## PROBLEM TO WORK ON
Only the lines with the string "street" are needed; return each of them from the entries below.
(Beginning of DATA SHOWN)
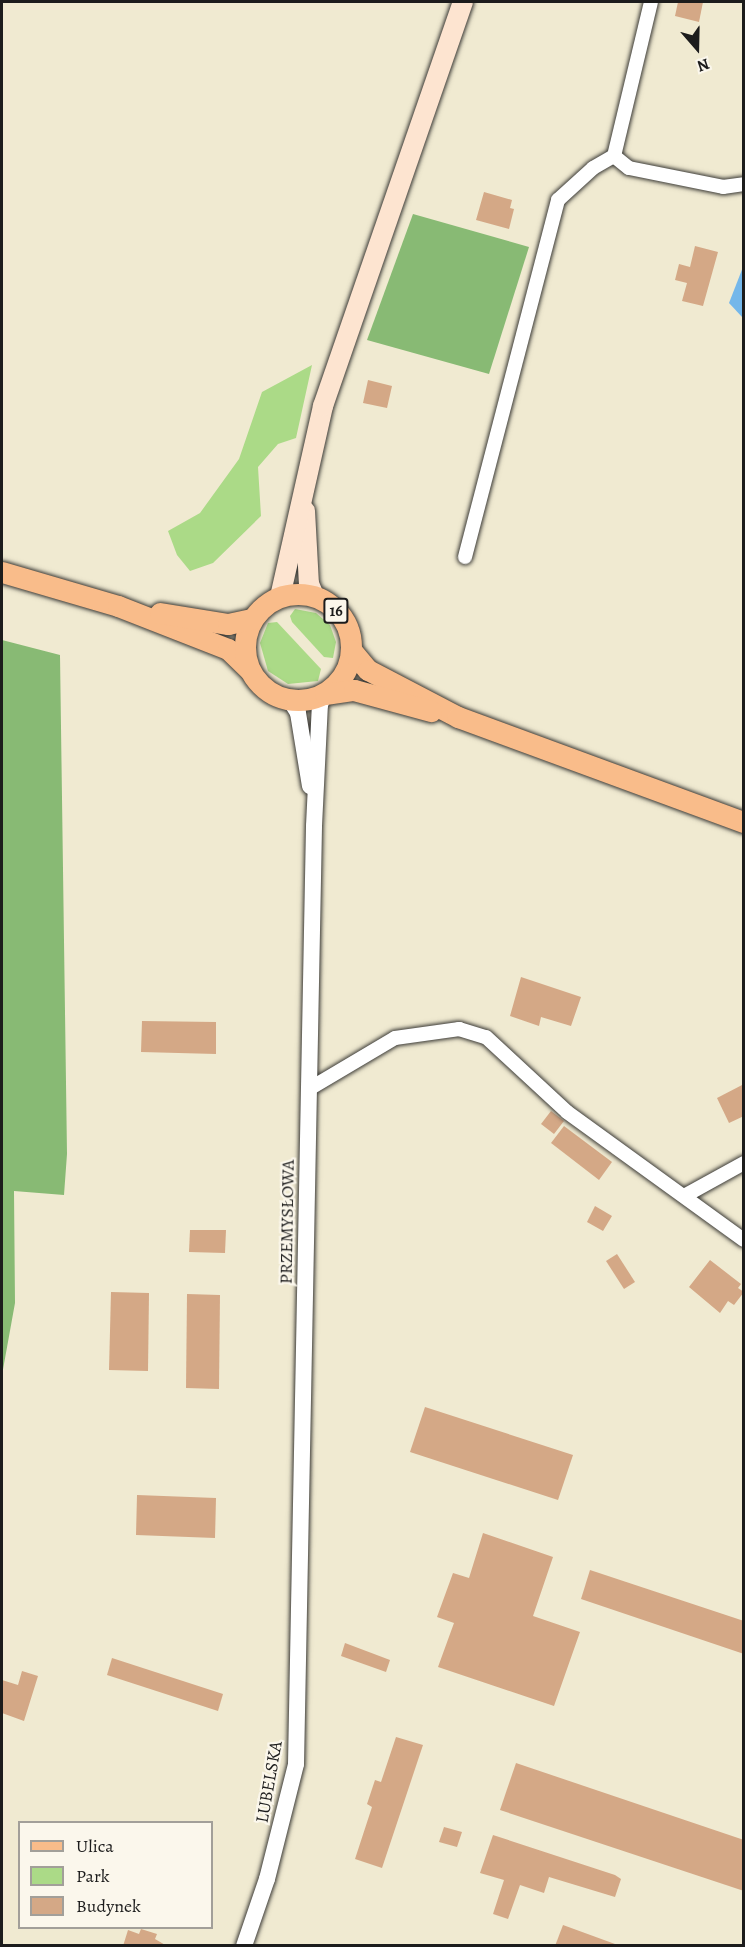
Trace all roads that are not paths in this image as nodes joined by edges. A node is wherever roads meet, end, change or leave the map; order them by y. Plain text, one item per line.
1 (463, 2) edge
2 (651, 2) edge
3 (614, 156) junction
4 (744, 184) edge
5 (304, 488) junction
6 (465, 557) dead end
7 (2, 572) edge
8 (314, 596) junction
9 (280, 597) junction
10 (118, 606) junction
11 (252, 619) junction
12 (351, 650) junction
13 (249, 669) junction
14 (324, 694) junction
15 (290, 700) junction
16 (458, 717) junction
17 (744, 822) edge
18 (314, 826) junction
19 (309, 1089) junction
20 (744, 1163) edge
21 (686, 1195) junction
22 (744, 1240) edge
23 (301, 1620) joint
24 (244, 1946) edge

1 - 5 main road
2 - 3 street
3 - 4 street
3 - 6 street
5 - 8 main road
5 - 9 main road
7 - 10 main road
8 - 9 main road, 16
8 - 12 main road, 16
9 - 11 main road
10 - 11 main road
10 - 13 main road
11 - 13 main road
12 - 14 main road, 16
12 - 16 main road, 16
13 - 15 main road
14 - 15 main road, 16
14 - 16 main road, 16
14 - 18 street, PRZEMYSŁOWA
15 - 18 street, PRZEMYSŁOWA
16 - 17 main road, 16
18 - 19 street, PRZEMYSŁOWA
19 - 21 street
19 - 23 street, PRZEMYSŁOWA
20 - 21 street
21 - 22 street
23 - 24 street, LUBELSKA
(End of DATA SHOWN)
## EXERCISE ANSWER
2 - 3 street
3 - 4 street
3 - 6 street
14 - 18 street, PRZEMYSŁOWA
15 - 18 street, PRZEMYSŁOWA
18 - 19 street, PRZEMYSŁOWA
19 - 21 street
19 - 23 street, PRZEMYSŁOWA
20 - 21 street
21 - 22 street
23 - 24 street, LUBELSKA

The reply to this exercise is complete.